The Victory Column, in the background, was made taller and relocated for Hitler's 50th birthday celebration on April 20, 1939, with a massive
display of German military might including a parade of troops and army
hardware and an accompanying air show.
James
Lewis at American Thinker says the Berlin
scene is the product of Obama’s runaway
egotistical blind spot: “A Nuremberg-style mass rally
in Germany
is not exactly the natural stage for an American presidential candidate to strut
his stuff. It's exactly the opposite of the usual politician's
schtick in America.
"I'm just a little ole country
boy" assures the voters that you don't have the swelled
head.”
David
Brooks, op-ed writer at The New York Times, admits Obama’s schtick
has finally worn thin by hearing the same stump speech since Iowa.
“When
I
first heard this sort of radically optimistic speech in Iowa, I have to
confess my American soul was
stirred. It seemed like the overture for a new yet quintessentially
American
campaign. But now it is more than half a year on, and the
post-partisanship of Iowa has given way to the post-nationalism of
Berlin, and it turns out
that the vague overture is the entire symphony. The golden rhetoric
impresses
less, the evasion of hard choices strikes one more… the speech fed the
illusion that we could solve our problems if only people mystically
come
together… This was the end of history on acid.”
Brooks
concludes that Obama “has grown accustomed to putting on this sort of
saccharine show for the rock concert masses, and in Berlin his act jumped the shark. His words
drift far from reality, and not only when talking about the Senate Banking
Committee. His Berlin Victory Column treacle would have made Niebuhr sick to
his stomach.”
Lordy David, you sound like the Obama acid kool-aid has
worn off. You better go back to the cooler and get another drink before you get
fired.
Washington
Post columnist Howard Kurtz quotes another reporter who also sounds like his
kool-aid wore off, Chicago
Tribune columnist John Kass, who wrote of the Obama world tour coverage:
"McCain is now cast as the crabby uncle who visits and shrieks there's no
gin in your house," while Obama is "busy fighting off throngs of
reporters, a cast of thousands as urgent and impassioned as in those old
Hollywood biblical epics."
Kurtz also quotes Ralph Begleiter, a former CNN correspondent, now
journalist in residence at the University
of Delaware, who says the notion that Obama was making real news -- as
opposed to exploiting pretty backdrops -- is "a sham argument. Of course
it's a photo op. If he wanted to go to Afghanistan as a senator, he could
have done it."
I could be wrong and often am, but I think Obama's ego has finally been put on such obvious display with his over-the-top speech in Berlin that this will be the turning point when voters begin to ask, as Charles Krauthammer did a week ago, Who Does He Think He Is?
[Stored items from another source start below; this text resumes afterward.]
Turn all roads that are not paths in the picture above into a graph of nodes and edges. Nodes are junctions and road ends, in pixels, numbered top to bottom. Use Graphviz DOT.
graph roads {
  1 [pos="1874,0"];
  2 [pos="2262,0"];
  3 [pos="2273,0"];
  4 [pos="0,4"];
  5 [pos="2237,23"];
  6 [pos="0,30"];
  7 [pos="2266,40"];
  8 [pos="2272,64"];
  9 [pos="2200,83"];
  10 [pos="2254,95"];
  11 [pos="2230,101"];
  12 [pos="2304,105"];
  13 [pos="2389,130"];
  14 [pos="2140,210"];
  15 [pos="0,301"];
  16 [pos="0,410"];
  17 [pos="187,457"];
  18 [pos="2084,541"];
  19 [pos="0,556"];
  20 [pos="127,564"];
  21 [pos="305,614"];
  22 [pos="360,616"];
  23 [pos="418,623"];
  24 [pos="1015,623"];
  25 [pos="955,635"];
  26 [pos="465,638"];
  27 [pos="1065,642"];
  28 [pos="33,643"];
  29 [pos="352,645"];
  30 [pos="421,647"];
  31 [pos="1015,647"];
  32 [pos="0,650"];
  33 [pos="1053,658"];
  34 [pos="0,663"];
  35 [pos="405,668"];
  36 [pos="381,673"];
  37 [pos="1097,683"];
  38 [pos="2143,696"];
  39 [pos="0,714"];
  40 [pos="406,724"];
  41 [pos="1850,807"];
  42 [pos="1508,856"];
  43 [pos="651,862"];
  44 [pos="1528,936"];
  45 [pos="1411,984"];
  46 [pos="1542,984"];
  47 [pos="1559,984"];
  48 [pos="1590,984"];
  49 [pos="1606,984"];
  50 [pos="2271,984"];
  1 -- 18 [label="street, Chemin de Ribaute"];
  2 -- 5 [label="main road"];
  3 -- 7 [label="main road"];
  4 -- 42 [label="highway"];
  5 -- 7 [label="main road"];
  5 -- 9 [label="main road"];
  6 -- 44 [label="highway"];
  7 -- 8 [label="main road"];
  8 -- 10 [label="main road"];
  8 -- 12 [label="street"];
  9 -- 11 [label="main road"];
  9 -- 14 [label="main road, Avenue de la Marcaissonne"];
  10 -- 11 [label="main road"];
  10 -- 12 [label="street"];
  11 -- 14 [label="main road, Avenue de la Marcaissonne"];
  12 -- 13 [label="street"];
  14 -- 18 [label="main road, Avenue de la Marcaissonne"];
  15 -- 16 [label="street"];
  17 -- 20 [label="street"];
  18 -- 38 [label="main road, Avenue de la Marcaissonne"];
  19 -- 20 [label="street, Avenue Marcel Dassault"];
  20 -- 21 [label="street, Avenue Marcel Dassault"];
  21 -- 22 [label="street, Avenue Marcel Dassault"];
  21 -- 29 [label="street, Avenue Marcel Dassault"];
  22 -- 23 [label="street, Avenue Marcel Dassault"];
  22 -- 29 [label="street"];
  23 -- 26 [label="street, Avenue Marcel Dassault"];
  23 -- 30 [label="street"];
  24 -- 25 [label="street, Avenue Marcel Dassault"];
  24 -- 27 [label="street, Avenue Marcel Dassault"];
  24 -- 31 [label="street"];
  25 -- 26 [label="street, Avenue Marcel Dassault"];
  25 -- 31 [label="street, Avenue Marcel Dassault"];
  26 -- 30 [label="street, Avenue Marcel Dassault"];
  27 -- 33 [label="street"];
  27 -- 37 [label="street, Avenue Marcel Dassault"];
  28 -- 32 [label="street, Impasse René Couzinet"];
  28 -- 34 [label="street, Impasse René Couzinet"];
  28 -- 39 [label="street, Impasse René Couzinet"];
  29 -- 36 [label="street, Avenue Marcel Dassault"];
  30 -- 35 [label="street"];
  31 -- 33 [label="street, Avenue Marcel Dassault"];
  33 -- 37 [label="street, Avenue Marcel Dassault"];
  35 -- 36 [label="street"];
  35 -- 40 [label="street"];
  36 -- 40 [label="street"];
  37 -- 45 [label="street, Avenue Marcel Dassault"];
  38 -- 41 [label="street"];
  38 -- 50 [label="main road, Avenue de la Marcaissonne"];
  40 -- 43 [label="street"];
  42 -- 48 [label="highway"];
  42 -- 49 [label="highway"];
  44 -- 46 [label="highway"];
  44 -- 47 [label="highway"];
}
Slublog answers the question.
President Kennedy went to Berlin to make a speech declaring America's resolve to win the Cold War. President Reagan went to Berlin to make a speech that proclaimed the victorious end of the Cold War with "Mr. Gorbachev, tear down this wall!"
Obama went to Berlin to offer himself to the world as the "new messiah." There's only one Messiah. And it ain't Obama.